What is needed »
Take every line from the data that has the word "nodes" in it.

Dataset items
┄┄┄┄┄┄

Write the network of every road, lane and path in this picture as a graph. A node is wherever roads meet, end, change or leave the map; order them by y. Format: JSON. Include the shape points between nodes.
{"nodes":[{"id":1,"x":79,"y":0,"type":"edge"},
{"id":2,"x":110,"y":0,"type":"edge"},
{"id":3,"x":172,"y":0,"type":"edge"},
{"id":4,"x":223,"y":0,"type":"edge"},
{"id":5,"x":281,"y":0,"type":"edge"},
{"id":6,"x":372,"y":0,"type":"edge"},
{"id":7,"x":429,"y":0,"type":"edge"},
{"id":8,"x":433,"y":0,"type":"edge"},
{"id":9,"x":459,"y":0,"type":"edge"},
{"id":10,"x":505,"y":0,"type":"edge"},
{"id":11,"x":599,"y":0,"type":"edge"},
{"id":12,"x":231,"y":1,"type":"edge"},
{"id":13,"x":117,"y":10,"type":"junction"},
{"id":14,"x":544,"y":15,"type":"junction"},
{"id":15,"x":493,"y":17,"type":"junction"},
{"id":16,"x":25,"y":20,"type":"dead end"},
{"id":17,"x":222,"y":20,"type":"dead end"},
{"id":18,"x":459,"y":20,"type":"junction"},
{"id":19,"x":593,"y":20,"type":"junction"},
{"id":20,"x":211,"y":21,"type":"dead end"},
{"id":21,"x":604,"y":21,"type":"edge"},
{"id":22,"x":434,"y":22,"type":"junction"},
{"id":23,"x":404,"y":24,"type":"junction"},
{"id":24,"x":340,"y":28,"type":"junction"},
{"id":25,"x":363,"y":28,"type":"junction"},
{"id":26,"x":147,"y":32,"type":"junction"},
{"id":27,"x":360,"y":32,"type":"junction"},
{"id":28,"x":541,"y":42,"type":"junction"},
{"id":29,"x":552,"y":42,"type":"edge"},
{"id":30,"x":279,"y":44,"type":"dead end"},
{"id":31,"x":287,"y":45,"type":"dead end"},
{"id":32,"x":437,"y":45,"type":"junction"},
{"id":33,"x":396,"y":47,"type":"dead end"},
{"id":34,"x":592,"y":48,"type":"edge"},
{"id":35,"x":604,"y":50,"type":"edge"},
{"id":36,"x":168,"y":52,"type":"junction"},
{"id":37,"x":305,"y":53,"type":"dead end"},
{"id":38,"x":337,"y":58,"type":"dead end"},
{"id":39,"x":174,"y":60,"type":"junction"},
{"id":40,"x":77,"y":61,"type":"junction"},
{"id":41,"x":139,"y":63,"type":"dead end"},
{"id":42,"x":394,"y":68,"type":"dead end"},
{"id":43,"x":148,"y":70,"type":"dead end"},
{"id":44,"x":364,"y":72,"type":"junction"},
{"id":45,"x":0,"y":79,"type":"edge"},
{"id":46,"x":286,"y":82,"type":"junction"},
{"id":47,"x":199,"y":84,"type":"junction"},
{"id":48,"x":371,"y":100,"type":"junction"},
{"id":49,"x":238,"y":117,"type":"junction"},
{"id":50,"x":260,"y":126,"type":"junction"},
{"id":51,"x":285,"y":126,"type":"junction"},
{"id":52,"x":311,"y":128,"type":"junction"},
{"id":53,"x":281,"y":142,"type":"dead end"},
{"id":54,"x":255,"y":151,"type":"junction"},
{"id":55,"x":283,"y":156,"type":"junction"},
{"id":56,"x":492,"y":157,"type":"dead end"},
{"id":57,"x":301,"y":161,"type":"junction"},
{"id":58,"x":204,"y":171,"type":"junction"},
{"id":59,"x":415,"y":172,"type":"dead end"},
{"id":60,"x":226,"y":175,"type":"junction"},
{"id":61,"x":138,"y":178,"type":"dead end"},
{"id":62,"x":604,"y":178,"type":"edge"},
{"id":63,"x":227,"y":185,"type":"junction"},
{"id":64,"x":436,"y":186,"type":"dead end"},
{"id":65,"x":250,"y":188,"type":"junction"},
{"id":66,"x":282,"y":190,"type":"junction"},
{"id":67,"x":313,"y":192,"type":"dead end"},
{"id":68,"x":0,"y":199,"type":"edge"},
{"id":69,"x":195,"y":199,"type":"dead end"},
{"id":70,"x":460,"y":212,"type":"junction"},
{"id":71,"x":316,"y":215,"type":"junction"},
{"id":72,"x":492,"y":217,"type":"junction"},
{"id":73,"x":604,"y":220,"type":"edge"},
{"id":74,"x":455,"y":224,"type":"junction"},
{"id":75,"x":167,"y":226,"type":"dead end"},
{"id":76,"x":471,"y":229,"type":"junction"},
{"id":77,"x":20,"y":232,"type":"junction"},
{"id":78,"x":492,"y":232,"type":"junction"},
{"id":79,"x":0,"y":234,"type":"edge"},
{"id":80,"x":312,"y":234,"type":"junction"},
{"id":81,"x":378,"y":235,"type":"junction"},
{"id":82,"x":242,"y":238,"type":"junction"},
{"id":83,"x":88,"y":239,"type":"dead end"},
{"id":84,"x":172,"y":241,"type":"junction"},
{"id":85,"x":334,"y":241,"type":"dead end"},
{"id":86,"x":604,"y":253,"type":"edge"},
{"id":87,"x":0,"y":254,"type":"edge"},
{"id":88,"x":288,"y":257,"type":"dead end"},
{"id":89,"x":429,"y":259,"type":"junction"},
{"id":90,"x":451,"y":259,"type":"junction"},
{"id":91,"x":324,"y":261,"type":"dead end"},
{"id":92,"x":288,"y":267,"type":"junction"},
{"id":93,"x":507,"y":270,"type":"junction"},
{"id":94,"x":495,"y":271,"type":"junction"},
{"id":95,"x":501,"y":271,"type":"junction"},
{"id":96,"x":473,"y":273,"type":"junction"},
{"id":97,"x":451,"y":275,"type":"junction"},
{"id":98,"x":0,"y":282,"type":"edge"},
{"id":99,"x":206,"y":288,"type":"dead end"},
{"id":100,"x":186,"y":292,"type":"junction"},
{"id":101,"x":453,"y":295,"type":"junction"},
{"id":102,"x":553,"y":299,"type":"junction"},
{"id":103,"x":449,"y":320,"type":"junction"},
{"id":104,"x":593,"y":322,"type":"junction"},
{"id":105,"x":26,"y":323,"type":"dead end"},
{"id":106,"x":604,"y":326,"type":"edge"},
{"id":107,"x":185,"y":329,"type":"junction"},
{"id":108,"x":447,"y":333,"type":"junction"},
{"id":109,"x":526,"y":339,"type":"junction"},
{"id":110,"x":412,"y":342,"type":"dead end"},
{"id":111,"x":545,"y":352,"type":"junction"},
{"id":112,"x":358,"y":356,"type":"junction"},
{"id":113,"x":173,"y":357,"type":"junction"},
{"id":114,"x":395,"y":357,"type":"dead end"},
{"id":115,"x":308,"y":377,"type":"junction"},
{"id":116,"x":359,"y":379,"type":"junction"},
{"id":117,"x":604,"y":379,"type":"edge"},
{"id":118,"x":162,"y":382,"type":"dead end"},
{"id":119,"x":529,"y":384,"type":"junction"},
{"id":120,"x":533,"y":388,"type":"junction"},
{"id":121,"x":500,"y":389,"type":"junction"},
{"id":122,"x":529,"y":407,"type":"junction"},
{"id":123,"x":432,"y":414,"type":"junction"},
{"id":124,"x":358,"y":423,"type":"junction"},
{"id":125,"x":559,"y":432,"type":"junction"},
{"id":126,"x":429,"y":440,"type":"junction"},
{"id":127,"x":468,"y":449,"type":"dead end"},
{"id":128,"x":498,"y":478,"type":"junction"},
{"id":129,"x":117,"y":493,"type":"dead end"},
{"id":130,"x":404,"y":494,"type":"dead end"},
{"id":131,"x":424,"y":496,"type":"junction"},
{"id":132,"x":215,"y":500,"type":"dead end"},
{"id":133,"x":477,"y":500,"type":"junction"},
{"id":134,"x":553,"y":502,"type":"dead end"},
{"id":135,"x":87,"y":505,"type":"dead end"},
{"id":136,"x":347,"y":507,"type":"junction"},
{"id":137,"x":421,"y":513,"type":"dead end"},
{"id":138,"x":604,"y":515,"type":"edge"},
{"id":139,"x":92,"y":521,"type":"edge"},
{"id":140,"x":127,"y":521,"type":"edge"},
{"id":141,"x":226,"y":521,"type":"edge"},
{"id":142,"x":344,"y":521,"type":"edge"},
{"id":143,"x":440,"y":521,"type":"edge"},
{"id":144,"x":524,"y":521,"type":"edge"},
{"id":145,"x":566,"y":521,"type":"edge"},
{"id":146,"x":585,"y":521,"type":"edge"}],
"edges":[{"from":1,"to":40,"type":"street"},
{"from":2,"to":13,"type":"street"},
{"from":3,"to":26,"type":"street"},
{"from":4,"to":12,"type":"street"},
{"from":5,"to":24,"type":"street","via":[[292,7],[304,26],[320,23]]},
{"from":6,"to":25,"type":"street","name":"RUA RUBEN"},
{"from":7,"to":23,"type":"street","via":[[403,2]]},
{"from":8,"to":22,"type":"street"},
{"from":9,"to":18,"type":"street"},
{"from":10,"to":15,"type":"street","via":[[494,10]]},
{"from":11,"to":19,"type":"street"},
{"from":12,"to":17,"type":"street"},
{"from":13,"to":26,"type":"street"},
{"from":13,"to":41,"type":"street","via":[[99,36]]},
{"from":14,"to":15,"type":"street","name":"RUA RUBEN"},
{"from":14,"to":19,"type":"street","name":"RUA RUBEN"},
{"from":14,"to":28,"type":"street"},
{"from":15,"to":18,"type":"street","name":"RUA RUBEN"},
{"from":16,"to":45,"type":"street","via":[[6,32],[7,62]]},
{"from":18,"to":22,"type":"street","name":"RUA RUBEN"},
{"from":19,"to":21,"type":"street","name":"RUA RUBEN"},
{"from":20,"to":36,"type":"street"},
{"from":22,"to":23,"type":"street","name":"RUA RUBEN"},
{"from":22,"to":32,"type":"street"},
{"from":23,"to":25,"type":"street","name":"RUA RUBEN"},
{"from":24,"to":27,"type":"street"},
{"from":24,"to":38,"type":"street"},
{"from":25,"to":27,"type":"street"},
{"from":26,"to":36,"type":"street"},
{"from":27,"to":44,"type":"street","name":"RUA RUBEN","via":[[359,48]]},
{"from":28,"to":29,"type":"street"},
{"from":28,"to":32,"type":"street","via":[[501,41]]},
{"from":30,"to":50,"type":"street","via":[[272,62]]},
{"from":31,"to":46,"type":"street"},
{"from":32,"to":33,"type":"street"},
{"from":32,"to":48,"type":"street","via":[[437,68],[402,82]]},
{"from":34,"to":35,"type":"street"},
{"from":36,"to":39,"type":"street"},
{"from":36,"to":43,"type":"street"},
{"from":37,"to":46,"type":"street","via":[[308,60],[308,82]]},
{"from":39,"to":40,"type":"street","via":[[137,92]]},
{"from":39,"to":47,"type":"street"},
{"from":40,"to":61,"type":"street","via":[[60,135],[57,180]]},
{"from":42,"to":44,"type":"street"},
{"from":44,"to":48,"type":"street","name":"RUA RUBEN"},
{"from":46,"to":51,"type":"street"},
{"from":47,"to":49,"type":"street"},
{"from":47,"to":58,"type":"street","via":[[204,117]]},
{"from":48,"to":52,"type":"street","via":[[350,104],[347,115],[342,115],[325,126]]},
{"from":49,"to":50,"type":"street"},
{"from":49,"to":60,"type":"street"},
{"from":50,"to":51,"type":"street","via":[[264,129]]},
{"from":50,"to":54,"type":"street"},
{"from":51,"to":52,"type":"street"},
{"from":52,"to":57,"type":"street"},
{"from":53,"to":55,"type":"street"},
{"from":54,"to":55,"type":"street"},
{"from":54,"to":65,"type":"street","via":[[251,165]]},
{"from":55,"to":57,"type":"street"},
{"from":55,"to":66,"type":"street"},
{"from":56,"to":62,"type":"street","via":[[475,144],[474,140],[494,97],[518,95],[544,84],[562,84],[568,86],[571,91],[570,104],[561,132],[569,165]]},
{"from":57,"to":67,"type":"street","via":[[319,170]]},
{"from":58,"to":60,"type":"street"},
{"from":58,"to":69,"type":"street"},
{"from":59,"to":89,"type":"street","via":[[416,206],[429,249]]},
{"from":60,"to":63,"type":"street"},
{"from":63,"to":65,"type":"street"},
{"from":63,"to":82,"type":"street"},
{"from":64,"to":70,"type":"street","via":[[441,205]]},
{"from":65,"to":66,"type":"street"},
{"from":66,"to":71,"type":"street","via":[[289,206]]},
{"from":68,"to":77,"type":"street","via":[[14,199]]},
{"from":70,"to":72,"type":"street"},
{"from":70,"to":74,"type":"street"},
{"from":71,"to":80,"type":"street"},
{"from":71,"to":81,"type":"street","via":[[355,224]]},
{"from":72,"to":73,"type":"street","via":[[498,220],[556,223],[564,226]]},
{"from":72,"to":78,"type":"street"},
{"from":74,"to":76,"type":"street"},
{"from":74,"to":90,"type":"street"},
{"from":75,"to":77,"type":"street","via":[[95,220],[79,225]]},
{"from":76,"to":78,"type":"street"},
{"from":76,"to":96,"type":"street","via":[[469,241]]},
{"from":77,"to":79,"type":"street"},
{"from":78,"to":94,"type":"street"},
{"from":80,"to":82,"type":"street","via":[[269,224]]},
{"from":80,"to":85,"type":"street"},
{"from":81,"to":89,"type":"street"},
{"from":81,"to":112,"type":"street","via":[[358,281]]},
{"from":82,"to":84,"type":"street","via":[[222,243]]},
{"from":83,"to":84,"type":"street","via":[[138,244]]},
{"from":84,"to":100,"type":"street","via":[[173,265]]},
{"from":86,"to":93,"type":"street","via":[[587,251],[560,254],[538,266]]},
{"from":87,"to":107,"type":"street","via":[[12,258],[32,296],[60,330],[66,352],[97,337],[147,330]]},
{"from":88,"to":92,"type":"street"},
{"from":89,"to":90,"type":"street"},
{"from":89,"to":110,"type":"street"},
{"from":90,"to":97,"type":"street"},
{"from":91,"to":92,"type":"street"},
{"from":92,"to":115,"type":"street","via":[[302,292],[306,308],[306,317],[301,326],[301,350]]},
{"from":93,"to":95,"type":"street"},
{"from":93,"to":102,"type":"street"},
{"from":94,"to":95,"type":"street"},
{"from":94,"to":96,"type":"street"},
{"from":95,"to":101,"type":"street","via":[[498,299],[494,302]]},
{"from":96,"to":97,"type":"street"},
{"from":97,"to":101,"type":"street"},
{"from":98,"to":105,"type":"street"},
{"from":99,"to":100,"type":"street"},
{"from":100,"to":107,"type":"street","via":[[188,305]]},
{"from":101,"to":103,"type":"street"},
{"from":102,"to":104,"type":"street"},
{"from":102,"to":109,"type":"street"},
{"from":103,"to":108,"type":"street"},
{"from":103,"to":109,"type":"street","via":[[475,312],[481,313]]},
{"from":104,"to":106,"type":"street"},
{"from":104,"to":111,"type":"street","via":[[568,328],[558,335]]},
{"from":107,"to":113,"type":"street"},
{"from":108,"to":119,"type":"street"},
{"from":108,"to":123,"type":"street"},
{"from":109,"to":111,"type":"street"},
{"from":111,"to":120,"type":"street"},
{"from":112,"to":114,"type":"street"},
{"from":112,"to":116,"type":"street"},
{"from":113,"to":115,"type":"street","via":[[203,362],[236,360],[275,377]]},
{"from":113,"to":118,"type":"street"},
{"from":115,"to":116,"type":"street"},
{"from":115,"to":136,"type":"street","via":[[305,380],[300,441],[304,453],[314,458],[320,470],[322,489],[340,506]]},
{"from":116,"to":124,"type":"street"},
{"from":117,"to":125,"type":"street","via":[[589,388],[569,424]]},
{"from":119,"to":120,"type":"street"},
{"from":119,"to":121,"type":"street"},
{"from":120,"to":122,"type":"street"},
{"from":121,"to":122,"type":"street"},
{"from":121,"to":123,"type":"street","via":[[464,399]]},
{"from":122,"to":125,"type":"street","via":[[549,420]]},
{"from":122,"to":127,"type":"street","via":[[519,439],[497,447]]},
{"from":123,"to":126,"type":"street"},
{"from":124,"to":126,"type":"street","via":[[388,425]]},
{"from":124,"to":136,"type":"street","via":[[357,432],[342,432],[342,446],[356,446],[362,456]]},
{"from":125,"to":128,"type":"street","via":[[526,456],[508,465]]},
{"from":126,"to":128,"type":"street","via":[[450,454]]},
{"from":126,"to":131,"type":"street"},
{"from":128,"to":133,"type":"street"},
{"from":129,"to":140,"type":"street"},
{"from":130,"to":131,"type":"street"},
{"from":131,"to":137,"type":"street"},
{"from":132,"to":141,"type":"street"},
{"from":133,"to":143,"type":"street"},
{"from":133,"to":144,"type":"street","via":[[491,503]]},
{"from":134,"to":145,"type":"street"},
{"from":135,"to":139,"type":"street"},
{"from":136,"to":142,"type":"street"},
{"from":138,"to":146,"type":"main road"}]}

┄┄┄┄┄┄

Solution for this task »
Write the network of every road, lane and path in this picture as a graph. A node is wherever roads meet, end, change or leave the map; order them by y. Format: JSON. Include the shape points between nodes.
{"nodes":[{"id":1,"x":79,"y":0,"type":"edge"},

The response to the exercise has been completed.